## EXERCISE GOAL
Each record below should be printed exactly as it was written.

(Data items)

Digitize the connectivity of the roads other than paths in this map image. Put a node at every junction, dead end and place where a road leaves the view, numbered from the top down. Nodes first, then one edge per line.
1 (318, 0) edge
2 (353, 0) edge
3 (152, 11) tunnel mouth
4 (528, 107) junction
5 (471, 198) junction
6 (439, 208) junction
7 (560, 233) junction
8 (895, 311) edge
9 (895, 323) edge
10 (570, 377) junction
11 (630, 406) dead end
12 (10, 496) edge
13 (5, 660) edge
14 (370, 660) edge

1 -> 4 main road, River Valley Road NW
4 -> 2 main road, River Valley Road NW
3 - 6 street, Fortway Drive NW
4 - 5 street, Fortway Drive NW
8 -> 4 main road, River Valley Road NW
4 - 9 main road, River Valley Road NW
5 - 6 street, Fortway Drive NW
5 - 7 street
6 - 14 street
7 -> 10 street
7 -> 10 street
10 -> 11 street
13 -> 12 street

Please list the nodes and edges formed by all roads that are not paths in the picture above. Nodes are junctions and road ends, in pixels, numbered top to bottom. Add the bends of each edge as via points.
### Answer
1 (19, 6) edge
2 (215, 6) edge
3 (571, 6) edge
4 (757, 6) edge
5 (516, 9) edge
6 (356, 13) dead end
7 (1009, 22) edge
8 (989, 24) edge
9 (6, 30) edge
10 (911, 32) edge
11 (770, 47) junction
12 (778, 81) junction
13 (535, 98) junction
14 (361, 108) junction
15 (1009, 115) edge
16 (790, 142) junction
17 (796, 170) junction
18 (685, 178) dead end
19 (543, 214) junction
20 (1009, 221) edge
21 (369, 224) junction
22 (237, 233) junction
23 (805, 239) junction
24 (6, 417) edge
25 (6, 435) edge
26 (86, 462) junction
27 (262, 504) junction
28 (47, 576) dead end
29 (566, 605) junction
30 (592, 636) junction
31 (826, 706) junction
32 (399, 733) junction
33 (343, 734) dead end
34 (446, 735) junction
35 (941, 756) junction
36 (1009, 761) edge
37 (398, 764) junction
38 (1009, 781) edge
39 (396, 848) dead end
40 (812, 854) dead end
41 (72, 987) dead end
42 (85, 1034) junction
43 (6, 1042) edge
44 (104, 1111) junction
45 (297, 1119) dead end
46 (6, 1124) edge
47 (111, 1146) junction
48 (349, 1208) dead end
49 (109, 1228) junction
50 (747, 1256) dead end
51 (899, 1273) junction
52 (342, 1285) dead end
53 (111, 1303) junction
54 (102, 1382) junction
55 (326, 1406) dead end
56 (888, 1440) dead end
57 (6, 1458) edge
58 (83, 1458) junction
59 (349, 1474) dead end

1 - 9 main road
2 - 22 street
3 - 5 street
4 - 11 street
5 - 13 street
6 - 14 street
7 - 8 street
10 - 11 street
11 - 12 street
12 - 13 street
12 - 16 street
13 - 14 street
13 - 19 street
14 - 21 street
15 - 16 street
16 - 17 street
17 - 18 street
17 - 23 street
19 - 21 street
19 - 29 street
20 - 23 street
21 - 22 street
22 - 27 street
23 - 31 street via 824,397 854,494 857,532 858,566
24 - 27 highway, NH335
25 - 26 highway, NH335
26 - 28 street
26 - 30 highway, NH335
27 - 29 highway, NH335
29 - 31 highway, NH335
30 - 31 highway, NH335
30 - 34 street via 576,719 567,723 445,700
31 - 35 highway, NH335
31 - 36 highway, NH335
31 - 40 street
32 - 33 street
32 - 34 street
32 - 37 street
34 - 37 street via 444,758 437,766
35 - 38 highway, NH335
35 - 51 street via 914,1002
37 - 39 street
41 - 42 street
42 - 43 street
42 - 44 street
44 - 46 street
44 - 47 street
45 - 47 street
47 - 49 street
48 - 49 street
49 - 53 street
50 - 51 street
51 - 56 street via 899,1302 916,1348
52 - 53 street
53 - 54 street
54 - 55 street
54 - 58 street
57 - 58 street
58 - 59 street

## WRITTEN RESPONSE
Digitize the connectivity of the roads other than paths in this map image. Put a node at every junction, dead end and place where a road leaves the view, numbered from the top down. Nodes first, then one edge per line.
1 (318, 0) edge
2 (353, 0) edge
3 (152, 11) tunnel mouth
4 (528, 107) junction
5 (471, 198) junction
6 (439, 208) junction
7 (560, 233) junction
8 (895, 311) edge
9 (895, 323) edge
10 (570, 377) junction
11 (630, 406) dead end
12 (10, 496) edge
13 (5, 660) edge
14 (370, 660) edge

1 -> 4 main road, River Valley Road NW
4 -> 2 main road, River Valley Road NW
3 - 6 street, Fortway Drive NW
4 - 5 street, Fortway Drive NW
8 -> 4 main road, River Valley Road NW
4 - 9 main road, River Valley Road NW
5 - 6 street, Fortway Drive NW
5 - 7 street
6 - 14 street
7 -> 10 street
7 -> 10 street
10 -> 11 street
13 -> 12 street

Please list the nodes and edges formed by all roads that are not paths in the picture above. Nodes are junctions and road ends, in pixels, numbered top to bottom. Add the bends of each edge as via points.
### Answer
1 (19, 6) edge
2 (215, 6) edge
3 (571, 6) edge
4 (757, 6) edge
5 (516, 9) edge
6 (356, 13) dead end
7 (1009, 22) edge
8 (989, 24) edge
9 (6, 30) edge
10 (911, 32) edge
11 (770, 47) junction
12 (778, 81) junction
13 (535, 98) junction
14 (361, 108) junction
15 (1009, 115) edge
16 (790, 142) junction
17 (796, 170) junction
18 (685, 178) dead end
19 (543, 214) junction
20 (1009, 221) edge
21 (369, 224) junction
22 (237, 233) junction
23 (805, 239) junction
24 (6, 417) edge
25 (6, 435) edge
26 (86, 462) junction
27 (262, 504) junction
28 (47, 576) dead end
29 (566, 605) junction
30 (592, 636) junction
31 (826, 706) junction
32 (399, 733) junction
33 (343, 734) dead end
34 (446, 735) junction
35 (941, 756) junction
36 (1009, 761) edge
37 (398, 764) junction
38 (1009, 781) edge
39 (396, 848) dead end
40 (812, 854) dead end
41 (72, 987) dead end
42 (85, 1034) junction
43 (6, 1042) edge
44 (104, 1111) junction
45 (297, 1119) dead end
46 (6, 1124) edge
47 (111, 1146) junction
48 (349, 1208) dead end
49 (109, 1228) junction
50 (747, 1256) dead end
51 (899, 1273) junction
52 (342, 1285) dead end
53 (111, 1303) junction
54 (102, 1382) junction
55 (326, 1406) dead end
56 (888, 1440) dead end
57 (6, 1458) edge
58 (83, 1458) junction
59 (349, 1474) dead end

1 - 9 main road
2 - 22 street
3 - 5 street
4 - 11 street
5 - 13 street
6 - 14 street
7 - 8 street
10 - 11 street
11 - 12 street
12 - 13 street
12 - 16 street
13 - 14 street
13 - 19 street
14 - 21 street
15 - 16 street
16 - 17 street
17 - 18 street
17 - 23 street
19 - 21 street
19 - 29 street
20 - 23 street
21 - 22 street
22 - 27 street
23 - 31 street via 824,397 854,494 857,532 858,566
24 - 27 highway, NH335
25 - 26 highway, NH335
26 - 28 street
26 - 30 highway, NH335
27 - 29 highway, NH335
29 - 31 highway, NH335
30 - 31 highway, NH335
30 - 34 street via 576,719 567,723 445,700
31 - 35 highway, NH335
31 - 36 highway, NH335
31 - 40 street
32 - 33 street
32 - 34 street
32 - 37 street
34 - 37 street via 444,758 437,766
35 - 38 highway, NH335
35 - 51 street via 914,1002
37 - 39 street
41 - 42 street
42 - 43 street
42 - 44 street
44 - 46 street
44 - 47 street
45 - 47 street
47 - 49 street
48 - 49 street
49 - 53 street
50 - 51 street
51 - 56 street via 899,1302 916,1348
52 - 53 street
53 - 54 street
54 - 55 street
54 - 58 street
57 - 58 street
58 - 59 street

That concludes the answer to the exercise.